Lowering the LDL cholesterol has become a mainstay of cardiovascular risk management. Statins are the most popular class of drug in the U.S., with approximately one of every four adults prescribed one. A recently published study confirmed the lifesaving benefits of lowering cholesterol levels even in patients with intermediate cardiac risk factors. In this double-blinded study of more than 12,000 male subjects over the age of 55, treatment with rosuvastatin resulted in a 24% reduction of cardiovascular events compared with placebo, whereas the addition of antihypertensive therapy to their regimen did not significantly reduce these events.⁷

These findings raise the question: When it comes to reducing LDL-C, how low is low enough? The identification of the PCSK9 protease and its role in LDL-C synthesis in hepatocytes sparked a race among several biopharmaceutical companies to identify those loss-of-function mutations in affected subjects that resulted in remarkable degrees of hypocholesterolemia.⁸ Would you consider an LDL-C measuring 15 mg/dL to be sufficiently low? Amazingly, these levels have been observed in family cohorts lacking functional PCSK9 proteases, and not surprisingly, their cardiovascular risks are fairly negligible. We will wait to see whether similarly slashed cholesterol levels will be achieved with the use of the new class of PCSK9-inhibiting drugs.

The Lipid Paradox

Of course, rheumatology would not be the wonderfully challenging discipline that it is by simply following the script. Sometimes, the rules of medicine don’t apply here. Consider the lipid paradox, the term used to describe what happens to patients with clinically active rheumatoid arthritis (RA) who may face heightened risks for cardiovascular morbidity and mortality at the time of maximal joint inflammation, even as they demonstrate reduced levels of total cholesterol, HDL-C and LDL-C. As their RA improves following immune suppressive treatment, these values begin to rise unexpectedly.⁹ This observation was confirmed by another great longitudinal study based in a single American county. The Rochester, Minn., Epidemiology Project measured and followed the lipid profiles of 577 patients with RA from five years before until five years after diagnosis. Despite having lower rates of statin use, the patients with RA displayed a greater mean reduction in total cholesterol (10%) and LDL-C (17%) during the five years preceding diagnosis compared with the control population, after adjustment for age, gender and calendar year.¹⁰ So can a rising LDL-C value be a sign of improving health? Another rheumatologic enigma to say the least!

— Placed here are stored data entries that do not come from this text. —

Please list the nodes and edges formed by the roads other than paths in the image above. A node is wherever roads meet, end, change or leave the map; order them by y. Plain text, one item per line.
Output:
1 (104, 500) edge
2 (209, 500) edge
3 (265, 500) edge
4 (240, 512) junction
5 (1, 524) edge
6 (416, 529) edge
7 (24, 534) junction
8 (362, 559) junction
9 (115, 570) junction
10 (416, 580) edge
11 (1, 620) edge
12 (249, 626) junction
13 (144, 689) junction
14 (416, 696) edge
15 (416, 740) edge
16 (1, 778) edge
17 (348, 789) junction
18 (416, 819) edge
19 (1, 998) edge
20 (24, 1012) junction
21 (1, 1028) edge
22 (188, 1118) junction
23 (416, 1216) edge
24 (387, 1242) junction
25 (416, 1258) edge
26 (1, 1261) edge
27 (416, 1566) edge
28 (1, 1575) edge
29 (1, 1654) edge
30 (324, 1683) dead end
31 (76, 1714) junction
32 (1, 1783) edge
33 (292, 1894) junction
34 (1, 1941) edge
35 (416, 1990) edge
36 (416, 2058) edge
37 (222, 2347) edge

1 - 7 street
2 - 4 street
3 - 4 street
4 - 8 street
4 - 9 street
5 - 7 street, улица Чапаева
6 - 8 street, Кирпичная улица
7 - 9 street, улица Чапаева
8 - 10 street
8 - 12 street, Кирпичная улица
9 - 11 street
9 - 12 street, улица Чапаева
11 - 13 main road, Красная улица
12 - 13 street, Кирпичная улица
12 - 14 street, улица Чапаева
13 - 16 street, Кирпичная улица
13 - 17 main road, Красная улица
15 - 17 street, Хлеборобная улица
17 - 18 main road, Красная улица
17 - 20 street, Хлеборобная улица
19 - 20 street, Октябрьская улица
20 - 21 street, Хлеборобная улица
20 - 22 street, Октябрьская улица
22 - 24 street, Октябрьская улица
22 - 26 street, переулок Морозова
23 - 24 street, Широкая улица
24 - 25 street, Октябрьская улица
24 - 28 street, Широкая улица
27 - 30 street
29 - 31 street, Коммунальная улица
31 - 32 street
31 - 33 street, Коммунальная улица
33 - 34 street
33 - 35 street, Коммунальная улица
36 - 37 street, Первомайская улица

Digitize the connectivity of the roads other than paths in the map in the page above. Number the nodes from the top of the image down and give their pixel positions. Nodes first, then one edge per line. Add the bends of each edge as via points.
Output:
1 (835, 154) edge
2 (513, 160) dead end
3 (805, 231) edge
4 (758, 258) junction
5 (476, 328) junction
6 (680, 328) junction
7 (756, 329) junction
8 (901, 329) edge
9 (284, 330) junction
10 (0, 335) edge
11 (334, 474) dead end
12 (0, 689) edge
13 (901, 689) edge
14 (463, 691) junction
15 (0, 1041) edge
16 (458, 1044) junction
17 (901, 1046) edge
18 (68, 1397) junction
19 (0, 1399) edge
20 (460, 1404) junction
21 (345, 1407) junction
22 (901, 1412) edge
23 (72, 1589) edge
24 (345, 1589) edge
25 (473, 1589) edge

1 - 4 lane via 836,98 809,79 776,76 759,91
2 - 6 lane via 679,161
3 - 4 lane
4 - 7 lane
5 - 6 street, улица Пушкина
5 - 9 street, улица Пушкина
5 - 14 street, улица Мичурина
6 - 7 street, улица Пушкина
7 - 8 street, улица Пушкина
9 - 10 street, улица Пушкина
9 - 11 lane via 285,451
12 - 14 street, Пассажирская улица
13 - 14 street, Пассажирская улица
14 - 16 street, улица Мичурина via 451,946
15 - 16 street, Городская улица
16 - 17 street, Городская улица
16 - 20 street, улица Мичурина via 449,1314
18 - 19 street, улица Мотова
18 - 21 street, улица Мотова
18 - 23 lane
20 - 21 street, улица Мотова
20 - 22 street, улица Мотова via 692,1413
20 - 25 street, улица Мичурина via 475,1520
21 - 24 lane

The lipid paradox may also extend to the location of excess body fat. Fat cells are not created equally. Researchers are beginning to embrace the concept of good fat and bad fat. Although the release of inflammatory molecules from visceral fat is considered to be a key factor in the development of the metabolic syndrome, these adverse effects are either not observed or are much less pronounced in adults with only excess subcutaneous fat.¹¹ When it comes to inflicting havoc on our health, what seems to matter most is whether fat cells are taking up residence in visceral organs, such as the liver, or merely depositing themselves under the skin. For example, the relatively rapid metabolic improvement noted following bariatric surgery likely reflects the post-operative loss of visceral fat, because in most cases, it occurs prior to any significant loss of subcutaneous fat and body weight.

A Final Paradox

From an evolutionary standpoint, is there any advantage for a host to be afflicted with the metabolic syndrome? Perhaps.

In one study, a high-fat diet induced the metabolic syndrome, but also protected the CD-1 mouse strain from the lethality associated with Trypanosoma cruzi infection, dramatically decreasing mortality by 65%.¹² It is conceivable that at an earlier point in evolution, the metabolic syndrome conferred a substantial benefit to our survival as a species, as our early ancestors warded off a raft of infectious challenges. Over time, this benefit has been far overshadowed by the syndrome’s downsides.

But all may not be lost. There may be one more lipid paradox to consider. Despite meeting clinical criteria for type 2 diabetes and metabolic syndrome, hibernating animals demonstrate no pathologic consequences of their brief bout with obesity. After shedding their extra fat during the winter fast, animals are able to immediately enter into the reproductive cycle. Nor are the ill effects of circumannual obesity transient; in one Swedish study, atherosclerotic lesions were entirely absent from the major vessels of obese, insulin-resistant hibernators despite marked hyperlipidemia.¹³ Similarly, obese hibernators fail to develop the smoldering inflammation that characterizes human obesity, despite similar metabolic parameters. The absence of pathology despite remarkably similar metabolic states suggests that transient obesity and insulin resistance are not necessarily pathologic and may, in fact, be part of an adaptive, evolutionarily conserved response to excess nutrient storage.

That may be the solution! Consider the option of hibernating this fall. With the anticipated pandemonium of the upcoming U.S. general election, imagine if we could hibernate just like our ursine cousins. Pack in those calories, party like it’s 1999, and then take a nap. A very long nap. Yes, you can have your cake and eat it, too.

Simon M. Helfgott, MD, is associate professor of medicine in the Division of Rheumatology, Immunology and Allergy at Harvard Medical School in Boston.

References

1. Foltin L. Pablo Sandoval swung so hard he busted his belt. Fox Sports. 2016 Apr 9.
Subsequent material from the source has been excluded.